ECONOMIA
L'incontro in Comune tra istituzioni e aziende maremmane, al centro il sindaco di Grosseto Antonfrancesco Vivarelli Colonna insieme (a destra) al già premier della Repubblica di Montenegro, Dritan
«Il Montenegro è la finestra attraverso cui la Maremma può guardare ai Balcani». Con questa immagine Dritan Abazović, già premier del Montenegro, ha suggellato stamani la conferenza stampa “Montenegro e Maremma Toscana: cultura, sviluppo e cooperazione territoriale”. Un incontro che non è rimasto confinato alla sola cortesia istituzionale, ma che ha visto la partecipazione concreta di 24 aziende del territorio pronte a scommettere sul mercato balcanico.
Il sindaco di Grosseto, Antonfrancesco Vivarelli Colonna, ha presentato un’analisi economica che spiega chiaramente l’importanza strategica di questa partnership. In un momento in cui l'export grossetano segna il passo (con una flessione del -13,2% nel primo semestre 2025), il Montenegro si presenta come un’economia in controtendenza:
Interscambio in crescita: Oltre 5 miliardi di euro nel 2025 (+7,2%).
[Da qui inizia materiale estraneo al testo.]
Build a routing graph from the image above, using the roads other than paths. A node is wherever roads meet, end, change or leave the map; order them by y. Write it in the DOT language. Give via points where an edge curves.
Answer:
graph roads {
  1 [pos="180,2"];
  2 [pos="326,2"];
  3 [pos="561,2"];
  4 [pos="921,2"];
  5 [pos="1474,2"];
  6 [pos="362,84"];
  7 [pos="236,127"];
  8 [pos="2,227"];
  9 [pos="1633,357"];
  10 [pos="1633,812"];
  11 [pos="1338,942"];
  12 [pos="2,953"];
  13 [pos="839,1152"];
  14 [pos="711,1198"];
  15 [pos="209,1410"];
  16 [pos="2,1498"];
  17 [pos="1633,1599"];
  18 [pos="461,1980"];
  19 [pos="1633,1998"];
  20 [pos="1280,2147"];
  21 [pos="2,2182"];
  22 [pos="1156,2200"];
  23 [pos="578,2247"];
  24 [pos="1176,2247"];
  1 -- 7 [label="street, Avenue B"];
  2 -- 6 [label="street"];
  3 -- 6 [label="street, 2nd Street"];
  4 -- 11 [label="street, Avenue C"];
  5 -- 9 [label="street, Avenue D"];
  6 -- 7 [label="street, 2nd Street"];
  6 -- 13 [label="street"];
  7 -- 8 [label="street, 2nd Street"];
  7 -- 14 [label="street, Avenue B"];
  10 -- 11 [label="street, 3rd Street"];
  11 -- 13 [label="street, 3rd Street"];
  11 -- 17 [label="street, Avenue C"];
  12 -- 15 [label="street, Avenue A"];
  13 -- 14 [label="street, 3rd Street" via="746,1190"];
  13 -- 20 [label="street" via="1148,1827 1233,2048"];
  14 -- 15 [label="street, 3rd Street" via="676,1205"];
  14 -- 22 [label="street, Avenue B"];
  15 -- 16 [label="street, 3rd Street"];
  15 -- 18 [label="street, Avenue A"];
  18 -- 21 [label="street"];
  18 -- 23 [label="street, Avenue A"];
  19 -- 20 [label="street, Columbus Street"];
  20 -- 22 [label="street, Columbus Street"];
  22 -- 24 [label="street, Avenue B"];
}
Fabbisogno di import: Il Paese importa beni per oltre 4 miliardi di euro, cercando soprattutto macchinari, tecnologie, arredo e alimentare di alta gamma.
Opportunità per il Made in Maremma: L’Italia è già tra i primi quattro fornitori. Il mercato montenegrino non cerca il "low cost", ma la qualità industriale e il valore aggiunto tipici della produzione toscana.

Antonfrancesco Vivarelli Colonna e Dritan Abazović durante l'incontro tra istituzioni e aziende nella sala del Consiglio comunale
Non solo economia, ma una profonda somiglianza d'anima. Montenegro e Maremma condividono una forte vocazione turistica e ambientale. Il dialogo si svilupperà su binari paralleli:
Turismo sostenibile: Scambio di buone pratiche per la tutela del paesaggio.
Agroalimentare di qualità: Valorizzazione delle produzioni locali d'eccellenza.
Sviluppo Pmi: Supporto alle piccole imprese per l'internazionalizzazione.
All'incontro, moderato dal presidente del Consiglio comunale Fausto Turbanti, hanno partecipato una figura chiave delle dinamiche di internazionalizzazione del Comune come Manuel Vescovi (fondatore di 'Tuscany in the World'), il console del Montenegro in Toscana Alessandro Giannanti e Dragutin Mitrović (Montenegrin employers federation).
Il coinvolgimento dell’Ufficio relazioni internazionali e cooperazione territoriale garantisce che il progetto non resti una dichiarazione d'intenti, ma si trasformi in una rete operativa per le imprese grossetane che intendono diversificare i propri mercati e ridurre la dipendenza dalle aree economiche tradizionali.